Copy every line below where the string "chip" is found.

## Data excerpts
■ ■ ■
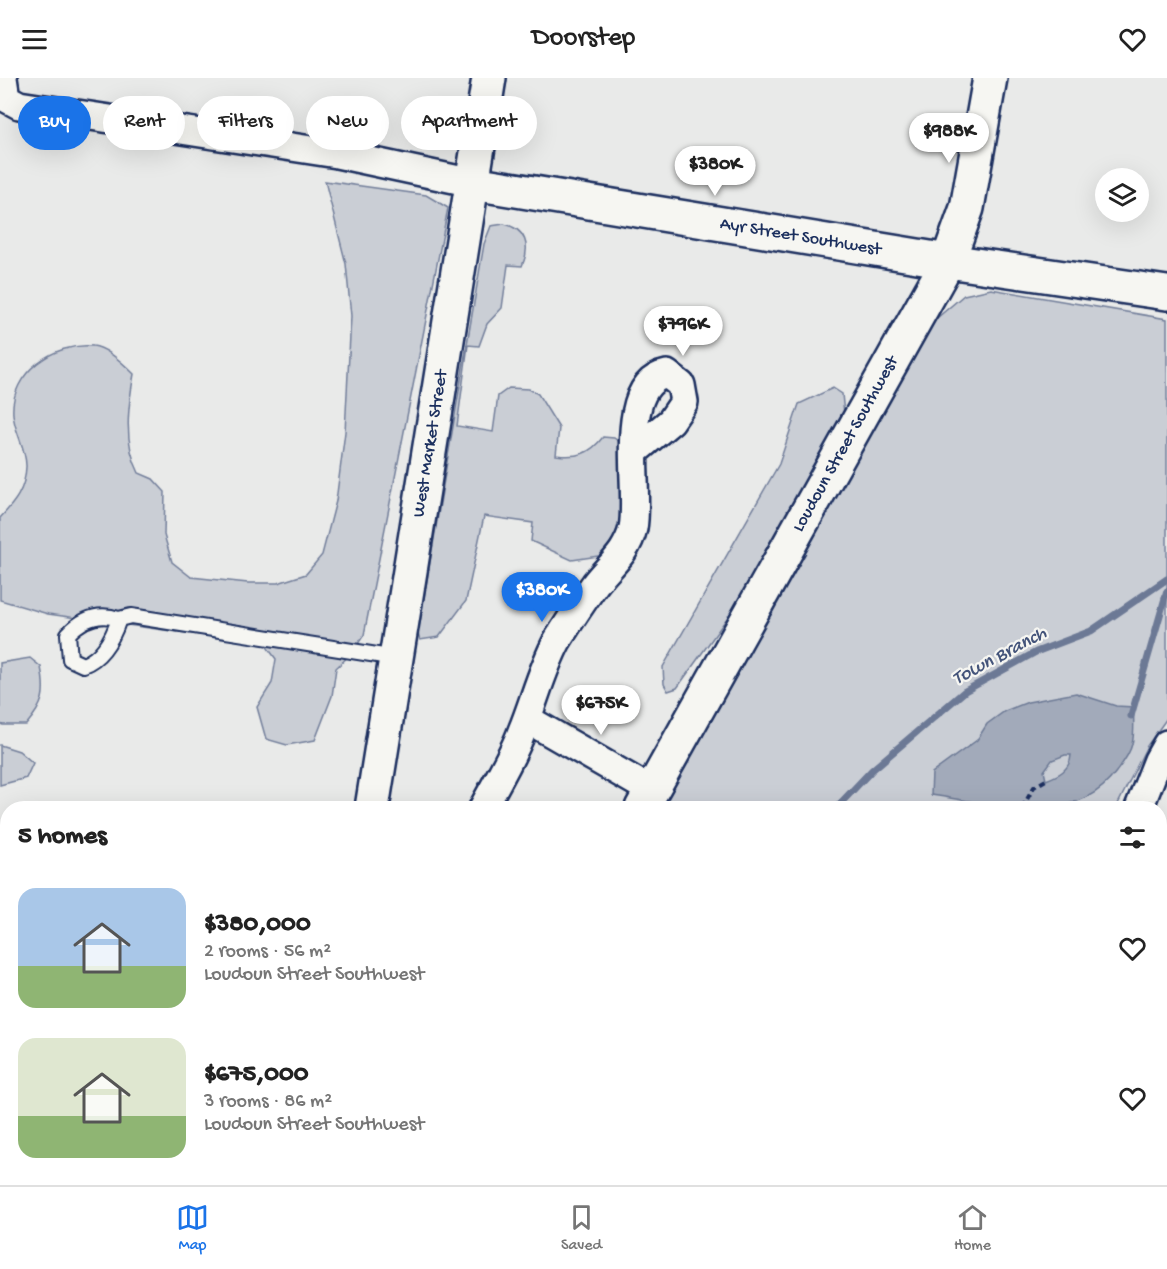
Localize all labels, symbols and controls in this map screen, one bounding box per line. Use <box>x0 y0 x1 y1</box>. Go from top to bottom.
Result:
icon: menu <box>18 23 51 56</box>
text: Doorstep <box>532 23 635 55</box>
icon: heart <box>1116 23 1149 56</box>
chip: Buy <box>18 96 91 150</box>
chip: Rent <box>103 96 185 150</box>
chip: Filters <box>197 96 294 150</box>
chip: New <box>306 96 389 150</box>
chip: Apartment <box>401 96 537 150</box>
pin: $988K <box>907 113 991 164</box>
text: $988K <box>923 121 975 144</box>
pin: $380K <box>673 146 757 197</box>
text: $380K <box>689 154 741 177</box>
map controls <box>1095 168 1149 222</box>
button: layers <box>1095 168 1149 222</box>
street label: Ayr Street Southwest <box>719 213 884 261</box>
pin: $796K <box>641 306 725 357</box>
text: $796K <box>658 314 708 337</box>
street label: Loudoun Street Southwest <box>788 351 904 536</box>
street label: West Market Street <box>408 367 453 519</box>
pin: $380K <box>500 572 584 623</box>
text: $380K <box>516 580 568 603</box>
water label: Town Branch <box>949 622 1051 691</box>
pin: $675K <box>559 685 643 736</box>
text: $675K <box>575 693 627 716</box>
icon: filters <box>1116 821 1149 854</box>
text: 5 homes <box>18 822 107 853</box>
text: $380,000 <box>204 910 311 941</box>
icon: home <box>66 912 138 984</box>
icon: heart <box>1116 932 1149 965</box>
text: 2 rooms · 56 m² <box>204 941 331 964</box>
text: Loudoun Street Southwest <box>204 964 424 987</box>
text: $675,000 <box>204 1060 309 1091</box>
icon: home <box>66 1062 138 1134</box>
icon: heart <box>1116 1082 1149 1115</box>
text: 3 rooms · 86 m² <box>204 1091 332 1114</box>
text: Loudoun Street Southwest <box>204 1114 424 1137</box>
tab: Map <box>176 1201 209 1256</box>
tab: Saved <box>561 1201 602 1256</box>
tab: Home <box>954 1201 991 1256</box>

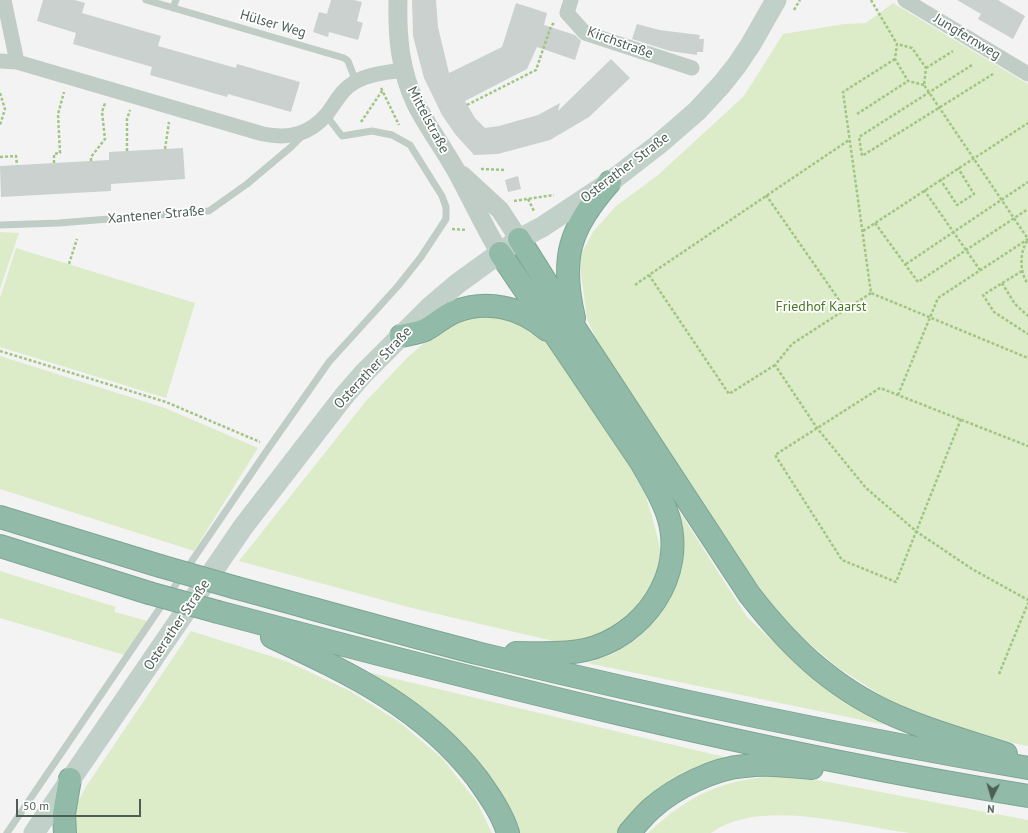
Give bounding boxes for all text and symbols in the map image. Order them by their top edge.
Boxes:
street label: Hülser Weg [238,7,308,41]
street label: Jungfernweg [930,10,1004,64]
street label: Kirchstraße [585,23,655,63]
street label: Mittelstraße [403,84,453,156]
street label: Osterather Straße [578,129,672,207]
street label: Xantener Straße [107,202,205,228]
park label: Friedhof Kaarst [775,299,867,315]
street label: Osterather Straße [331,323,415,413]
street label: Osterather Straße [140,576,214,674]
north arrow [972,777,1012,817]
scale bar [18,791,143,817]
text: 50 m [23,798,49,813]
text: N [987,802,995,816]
■ ■ ■
## Task response
chip: Buy <box>18 96 91 150</box>
chip: Rent <box>103 96 185 150</box>
chip: Filters <box>197 96 294 150</box>
chip: New <box>306 96 389 150</box>
chip: Apartment <box>401 96 537 150</box>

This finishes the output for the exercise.